Angelo Roberto se desatrelou. Por Gil Vicente Tavares
Eu era moleque. Fã de Gilberto Gil, assistia a uma entrevista dele e, em determinado momento, perguntaram a ele sobre a morte de Pedro, seu filho. Ele respondeu com a palavra resignação. Fui ao dicionário. Naquela época, “eu era feliz e ninguém estava morto”.
Meus avós, meus pais, minhas tias, meus amigos, a experiência da morte ainda não tinha chegado pra mim, e me coloquei no lugar de meu xará e de sua sabedoria em atravessar aquela sensação de perda.
Ontem, senti falta de Katia Alexandria, minha mãe.
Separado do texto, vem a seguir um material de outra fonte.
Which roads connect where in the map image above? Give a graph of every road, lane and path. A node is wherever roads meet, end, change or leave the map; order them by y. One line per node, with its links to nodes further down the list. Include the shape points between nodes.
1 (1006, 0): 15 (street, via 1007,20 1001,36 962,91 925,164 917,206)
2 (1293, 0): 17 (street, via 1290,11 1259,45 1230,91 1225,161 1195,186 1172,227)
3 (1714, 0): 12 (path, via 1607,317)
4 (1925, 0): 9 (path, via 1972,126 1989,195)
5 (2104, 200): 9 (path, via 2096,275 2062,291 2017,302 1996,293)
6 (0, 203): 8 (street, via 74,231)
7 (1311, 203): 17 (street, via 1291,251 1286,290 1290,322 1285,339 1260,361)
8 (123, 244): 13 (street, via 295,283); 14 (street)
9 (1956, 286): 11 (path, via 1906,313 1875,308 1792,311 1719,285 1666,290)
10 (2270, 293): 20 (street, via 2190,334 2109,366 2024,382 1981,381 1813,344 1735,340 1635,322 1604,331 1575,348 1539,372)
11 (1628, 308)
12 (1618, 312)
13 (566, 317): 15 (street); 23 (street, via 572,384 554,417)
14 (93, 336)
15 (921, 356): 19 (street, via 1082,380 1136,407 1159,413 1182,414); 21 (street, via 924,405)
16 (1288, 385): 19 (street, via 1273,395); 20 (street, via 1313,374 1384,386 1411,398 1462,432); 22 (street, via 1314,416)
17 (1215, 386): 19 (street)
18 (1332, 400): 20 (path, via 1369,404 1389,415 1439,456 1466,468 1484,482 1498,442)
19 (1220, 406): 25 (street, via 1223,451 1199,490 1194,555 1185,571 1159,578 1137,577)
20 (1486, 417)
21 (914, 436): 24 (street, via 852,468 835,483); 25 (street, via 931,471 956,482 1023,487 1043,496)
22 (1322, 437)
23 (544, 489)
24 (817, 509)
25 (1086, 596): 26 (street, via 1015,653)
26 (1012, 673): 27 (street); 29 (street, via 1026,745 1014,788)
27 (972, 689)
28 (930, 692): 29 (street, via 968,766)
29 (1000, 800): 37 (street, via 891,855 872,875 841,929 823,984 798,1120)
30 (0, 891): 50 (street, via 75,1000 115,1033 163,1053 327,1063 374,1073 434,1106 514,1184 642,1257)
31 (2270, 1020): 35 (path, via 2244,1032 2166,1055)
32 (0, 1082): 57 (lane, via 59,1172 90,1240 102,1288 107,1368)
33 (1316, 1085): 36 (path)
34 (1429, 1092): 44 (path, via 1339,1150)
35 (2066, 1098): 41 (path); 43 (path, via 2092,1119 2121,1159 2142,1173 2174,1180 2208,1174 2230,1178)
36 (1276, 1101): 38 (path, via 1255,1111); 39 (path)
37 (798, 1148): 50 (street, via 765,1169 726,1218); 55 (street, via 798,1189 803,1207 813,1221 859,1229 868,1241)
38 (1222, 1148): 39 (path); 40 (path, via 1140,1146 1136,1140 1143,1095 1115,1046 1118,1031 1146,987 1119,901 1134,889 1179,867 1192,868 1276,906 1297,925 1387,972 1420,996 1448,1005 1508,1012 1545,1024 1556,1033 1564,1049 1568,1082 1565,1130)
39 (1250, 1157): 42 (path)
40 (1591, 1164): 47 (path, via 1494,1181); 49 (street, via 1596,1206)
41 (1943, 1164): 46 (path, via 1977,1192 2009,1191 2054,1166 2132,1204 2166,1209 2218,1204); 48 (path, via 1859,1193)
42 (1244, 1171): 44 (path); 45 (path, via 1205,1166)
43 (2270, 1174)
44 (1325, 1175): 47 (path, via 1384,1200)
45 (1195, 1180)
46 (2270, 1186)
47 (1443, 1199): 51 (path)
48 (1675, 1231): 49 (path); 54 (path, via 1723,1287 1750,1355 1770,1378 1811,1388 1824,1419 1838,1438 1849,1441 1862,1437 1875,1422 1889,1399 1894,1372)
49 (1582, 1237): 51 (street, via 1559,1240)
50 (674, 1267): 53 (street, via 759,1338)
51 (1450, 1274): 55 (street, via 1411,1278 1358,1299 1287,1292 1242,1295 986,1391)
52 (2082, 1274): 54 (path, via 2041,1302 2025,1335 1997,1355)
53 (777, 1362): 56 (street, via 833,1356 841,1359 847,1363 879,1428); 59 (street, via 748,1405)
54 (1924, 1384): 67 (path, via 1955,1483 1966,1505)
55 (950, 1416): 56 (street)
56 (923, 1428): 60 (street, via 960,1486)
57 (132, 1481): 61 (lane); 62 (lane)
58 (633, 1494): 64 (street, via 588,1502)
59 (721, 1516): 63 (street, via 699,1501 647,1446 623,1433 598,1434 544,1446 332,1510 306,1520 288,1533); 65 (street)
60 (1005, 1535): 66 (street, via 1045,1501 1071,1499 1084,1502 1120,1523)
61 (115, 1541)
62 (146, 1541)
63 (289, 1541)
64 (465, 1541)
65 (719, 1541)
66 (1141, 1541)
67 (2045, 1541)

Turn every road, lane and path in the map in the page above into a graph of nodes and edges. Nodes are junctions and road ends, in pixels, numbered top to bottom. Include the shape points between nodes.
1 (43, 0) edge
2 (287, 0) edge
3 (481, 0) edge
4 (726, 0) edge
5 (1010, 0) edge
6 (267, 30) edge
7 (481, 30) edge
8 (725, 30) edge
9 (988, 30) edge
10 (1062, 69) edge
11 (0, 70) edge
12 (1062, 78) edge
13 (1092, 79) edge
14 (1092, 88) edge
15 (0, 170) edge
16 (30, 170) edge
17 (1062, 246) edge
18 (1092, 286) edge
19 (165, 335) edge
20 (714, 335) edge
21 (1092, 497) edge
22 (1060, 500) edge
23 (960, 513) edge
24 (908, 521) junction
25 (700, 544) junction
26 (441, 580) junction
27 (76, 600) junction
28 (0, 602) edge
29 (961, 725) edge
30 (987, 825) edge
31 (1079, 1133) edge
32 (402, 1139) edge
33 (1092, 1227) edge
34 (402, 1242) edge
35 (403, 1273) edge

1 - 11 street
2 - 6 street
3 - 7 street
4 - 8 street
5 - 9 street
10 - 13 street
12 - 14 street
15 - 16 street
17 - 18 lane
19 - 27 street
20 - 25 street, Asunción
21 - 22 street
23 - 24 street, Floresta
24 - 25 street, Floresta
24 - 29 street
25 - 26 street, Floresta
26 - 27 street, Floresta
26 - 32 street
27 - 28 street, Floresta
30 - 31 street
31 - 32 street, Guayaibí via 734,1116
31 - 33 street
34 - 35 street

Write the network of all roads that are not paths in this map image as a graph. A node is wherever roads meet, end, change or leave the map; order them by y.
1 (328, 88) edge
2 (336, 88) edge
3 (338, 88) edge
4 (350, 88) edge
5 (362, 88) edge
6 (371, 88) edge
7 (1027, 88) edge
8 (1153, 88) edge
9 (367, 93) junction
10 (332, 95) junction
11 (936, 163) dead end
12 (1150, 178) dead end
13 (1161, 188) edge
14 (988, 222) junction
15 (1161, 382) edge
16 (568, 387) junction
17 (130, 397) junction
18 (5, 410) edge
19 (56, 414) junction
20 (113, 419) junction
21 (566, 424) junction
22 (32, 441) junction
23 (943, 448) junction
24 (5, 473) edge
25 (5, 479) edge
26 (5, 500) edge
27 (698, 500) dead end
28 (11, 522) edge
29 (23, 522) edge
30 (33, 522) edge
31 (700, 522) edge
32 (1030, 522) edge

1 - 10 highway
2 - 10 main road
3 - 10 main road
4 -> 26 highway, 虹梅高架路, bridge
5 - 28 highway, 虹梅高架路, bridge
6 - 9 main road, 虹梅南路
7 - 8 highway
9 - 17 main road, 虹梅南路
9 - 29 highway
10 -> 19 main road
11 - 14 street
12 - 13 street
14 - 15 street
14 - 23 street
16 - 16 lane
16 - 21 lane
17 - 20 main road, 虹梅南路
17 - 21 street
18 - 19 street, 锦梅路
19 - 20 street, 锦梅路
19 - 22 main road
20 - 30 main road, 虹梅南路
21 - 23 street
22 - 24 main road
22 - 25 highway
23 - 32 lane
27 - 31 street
Ouvia uma música linda e me fez falta poder mostrá-la a canção e imaginar seus pés balançando, sinalizando que sua emoção havia sido acionada e que, em seguida, ela começaria a coçar a cabeça e chorar. É assim que ela me faz falta, em seus momentos de extrema sensibilidade imbatíveis.
Desde meados de janeiro, sempre, sou tomado pelas datas consecutivas de aniversário de meu pai e minha mãe. 25 e 28 de janeiro. Impossível não lembrar. Alto verão, período de festas, datas marcantes e indeléveis pra mim. Vinha pensando se falaria alguma coisa sobre o aniversário de minha mãe, hoje, e pensei em dedicar poesia, música, fazer textão, escrever artigo, e, de repente, recebo um whatsapp de Iana Landim. A filha de Angelo Roberto anunciando sua ida. Logo ele, que nos últimos meses, entre sumidas e aparecidas, havia me dado a grande honra de pensar uma exposição sua. Logo ele, que me ensinou a desenhar. Logo ele, para quem meu pai fez uma de suas odes brasileiras.
Logo ele, mestre do bico de pena, desenhista incrível, homem divertidíssimo, e logo no dia do primeiro aniversário em que não vejo e nem ouço a voz de minha mãe. Sentir, eu sinto. Vou sempre sentir. Seu brilho, seu calor, sua luz.
Talvez a vida seja isso, mesmo. Somos cavalos atrelados aos nossos preconceitos, ao nosso cotidiano, às nossas frustrações, aos problemas, felicidades passageiras, dores e amores, festas e fantasias.
Uma hora, o cavalo se solta. Se desamarra. E vai em busca do sol, até virar sol ele mesmo.
Angelo Roberto se desatrelou e foi ser sol, ser luz, ser estrela, brilhar lá de cima, provavelmente indo ao encontro da outra estrela que cumpriu, pela primeira vez, seu ciclo, seu giro, neste 28 de janeiro, sem as cordas dessa vida.